[Saved entries]
----------------------------------------
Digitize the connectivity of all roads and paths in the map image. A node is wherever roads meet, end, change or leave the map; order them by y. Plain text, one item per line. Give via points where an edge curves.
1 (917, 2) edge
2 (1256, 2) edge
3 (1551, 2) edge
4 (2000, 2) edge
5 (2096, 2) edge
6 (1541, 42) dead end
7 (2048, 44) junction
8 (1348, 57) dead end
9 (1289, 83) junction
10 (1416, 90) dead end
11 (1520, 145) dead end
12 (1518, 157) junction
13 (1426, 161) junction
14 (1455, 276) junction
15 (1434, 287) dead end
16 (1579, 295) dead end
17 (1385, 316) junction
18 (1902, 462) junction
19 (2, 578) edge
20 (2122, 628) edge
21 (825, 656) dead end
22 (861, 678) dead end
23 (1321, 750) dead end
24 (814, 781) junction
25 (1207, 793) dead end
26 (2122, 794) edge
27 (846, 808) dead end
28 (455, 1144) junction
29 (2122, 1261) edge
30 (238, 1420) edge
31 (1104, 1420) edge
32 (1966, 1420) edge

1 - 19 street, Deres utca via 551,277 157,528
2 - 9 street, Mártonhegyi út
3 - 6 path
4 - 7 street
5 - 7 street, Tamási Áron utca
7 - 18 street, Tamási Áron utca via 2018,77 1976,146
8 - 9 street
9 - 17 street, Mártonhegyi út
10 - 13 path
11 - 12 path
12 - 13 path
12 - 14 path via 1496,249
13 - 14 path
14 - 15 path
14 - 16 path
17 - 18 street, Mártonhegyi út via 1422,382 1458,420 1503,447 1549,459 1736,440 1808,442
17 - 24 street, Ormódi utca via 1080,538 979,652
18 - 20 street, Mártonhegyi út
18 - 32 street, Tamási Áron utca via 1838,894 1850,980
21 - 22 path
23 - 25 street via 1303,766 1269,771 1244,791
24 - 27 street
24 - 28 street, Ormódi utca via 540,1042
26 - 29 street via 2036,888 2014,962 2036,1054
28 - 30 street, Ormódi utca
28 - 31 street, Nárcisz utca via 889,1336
----------------------------------------
- WHAT THE EXERCISE ASKS: From the data above, copy each line where the string "Ormódi" appears.

- OUTPUT OF THE TASK:
17 - 24 street, Ormódi utca via 1080,538 979,652
24 - 28 street, Ormódi utca via 540,1042
28 - 30 street, Ormódi utca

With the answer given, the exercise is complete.